Le motard manie son engin avec dextérité entre les obstacles du terrain en pleine nuit. Tout du long, je ferme les yeux ayant trop peur de regarder le paysage défiler à 150km/h et de nous voir prendre un mur ou toute autre misère. Les sirènes des voitures de police me vrillent tout autant les tympans que le vent qui siffle à mes oreilles. Je crois que je vais terminer sourde. Enfin, si nous arrivons vivants à destination. Ce qui n'est pas gagné.
Je sens que nous venons de rejoindre la route au son du moteur et à la conduite plus lisse de Jayden. Mon corps est moins ballotté que tout à l'heure. J'ose ouvrir un œil pour regarder la distance qui nous sépare de nos poursuivants. Mon cœur rate un battement quand je les aperçois à une centaine de mètres.
— Accélère, accélère, ordonné-je à Jayden sachant pertinemment qu'il ne m'entend pas.
Sentant sûrement ma frayeur, le conducteur accélère d'un coup sec me propulsant en arrière. Une odeur de gazole arrive jusqu'à mes narines et la station service à l'entrée de Los Angeles passe dans mon champ de vision. Nom d'un chien ! Ne me dîtes pas qu'on arrive en ville ? Le coup sec que donne Jayden dans son guidon pour éviter un obstacle répond à ma question.

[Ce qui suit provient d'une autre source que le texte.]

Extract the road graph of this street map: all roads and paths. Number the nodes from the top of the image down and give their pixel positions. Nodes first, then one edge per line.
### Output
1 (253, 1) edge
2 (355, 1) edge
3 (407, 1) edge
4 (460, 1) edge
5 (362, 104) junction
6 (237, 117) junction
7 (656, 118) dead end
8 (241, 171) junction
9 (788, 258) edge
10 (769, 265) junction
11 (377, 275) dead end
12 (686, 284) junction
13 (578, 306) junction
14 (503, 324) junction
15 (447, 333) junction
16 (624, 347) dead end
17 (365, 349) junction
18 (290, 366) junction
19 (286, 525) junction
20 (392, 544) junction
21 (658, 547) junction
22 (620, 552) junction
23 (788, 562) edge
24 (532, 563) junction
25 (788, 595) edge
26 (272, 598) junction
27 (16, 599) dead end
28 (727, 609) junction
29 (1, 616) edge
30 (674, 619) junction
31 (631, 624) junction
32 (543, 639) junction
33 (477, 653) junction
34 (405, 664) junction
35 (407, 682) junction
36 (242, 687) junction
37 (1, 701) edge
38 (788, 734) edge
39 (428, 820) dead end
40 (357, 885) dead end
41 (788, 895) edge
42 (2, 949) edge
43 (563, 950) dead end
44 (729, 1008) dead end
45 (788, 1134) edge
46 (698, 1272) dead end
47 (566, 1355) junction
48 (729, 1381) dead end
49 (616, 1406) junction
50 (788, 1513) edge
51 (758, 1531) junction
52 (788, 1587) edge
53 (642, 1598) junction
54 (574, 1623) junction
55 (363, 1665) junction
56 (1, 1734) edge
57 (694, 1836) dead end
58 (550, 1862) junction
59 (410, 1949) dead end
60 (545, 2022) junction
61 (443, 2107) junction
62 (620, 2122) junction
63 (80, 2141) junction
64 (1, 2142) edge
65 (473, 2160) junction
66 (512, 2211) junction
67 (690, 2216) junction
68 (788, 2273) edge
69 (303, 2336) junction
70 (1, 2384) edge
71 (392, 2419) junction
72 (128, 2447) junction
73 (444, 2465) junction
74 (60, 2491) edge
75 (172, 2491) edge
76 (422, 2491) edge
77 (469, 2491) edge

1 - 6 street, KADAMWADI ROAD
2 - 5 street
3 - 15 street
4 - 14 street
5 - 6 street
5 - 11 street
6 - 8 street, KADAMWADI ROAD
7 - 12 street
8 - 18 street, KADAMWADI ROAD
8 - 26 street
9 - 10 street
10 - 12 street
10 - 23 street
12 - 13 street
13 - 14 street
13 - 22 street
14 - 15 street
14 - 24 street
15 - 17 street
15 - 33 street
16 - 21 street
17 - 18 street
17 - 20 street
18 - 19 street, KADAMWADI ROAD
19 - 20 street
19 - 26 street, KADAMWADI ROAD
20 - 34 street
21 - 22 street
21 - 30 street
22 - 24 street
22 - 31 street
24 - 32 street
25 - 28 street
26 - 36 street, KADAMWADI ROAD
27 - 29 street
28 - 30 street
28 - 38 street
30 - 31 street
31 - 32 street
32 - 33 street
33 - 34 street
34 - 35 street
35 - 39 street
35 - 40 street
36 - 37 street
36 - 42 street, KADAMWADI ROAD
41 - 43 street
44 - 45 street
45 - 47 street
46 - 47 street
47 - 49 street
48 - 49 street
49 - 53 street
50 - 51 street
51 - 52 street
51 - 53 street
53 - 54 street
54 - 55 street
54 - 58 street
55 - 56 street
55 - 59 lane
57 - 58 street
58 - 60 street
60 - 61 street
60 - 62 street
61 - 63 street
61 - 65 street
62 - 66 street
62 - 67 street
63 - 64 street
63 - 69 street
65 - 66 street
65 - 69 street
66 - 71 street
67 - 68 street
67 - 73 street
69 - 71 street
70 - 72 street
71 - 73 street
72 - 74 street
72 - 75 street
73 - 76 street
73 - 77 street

— Ralenti, ralenti, le supplié-je dorénavant.
Malheureusement, cette fois-ci il n'exauce pas ma demande, bien au contraire. Il slalome entre les véhicules ne prêtant aucune attention au klaxon des automobilistes mécontents. Après un virage serré sur la droite pour pénétrer dans une autre rue, nous nous retrouvons bloqués par des véhicules arrêtés. J'entends brièvement Jayden jurer. Un coup d'œil derrière nous m'indique que les policiers sont à deux doigts de nous tomber dessus.
Le motard redémarre et se faufile tant bien que mal jusqu'au trottoir. Les piétons s'écartent et fulminent d'avoir failli être écrasé lorsque la vitesse de la moto monte à nouveau.
— Je vais mourir, couiné-je en resserrant ma prise autour de Jayden.
Le pilote réussit à récupérer la route en ayant laissé sur place les véhicules de police. Pourtant, il ne ralentit pas. La panique en moi commence à baisser. Un bon point, je ne me ferais pas arrêter par les flics ce soir. Il ne reste plus qu'à arriver en un seul morceau et vu sa conduite, je n'en suis pas certaine. C'est ce qui fait que je ne suis pas totalement sereine.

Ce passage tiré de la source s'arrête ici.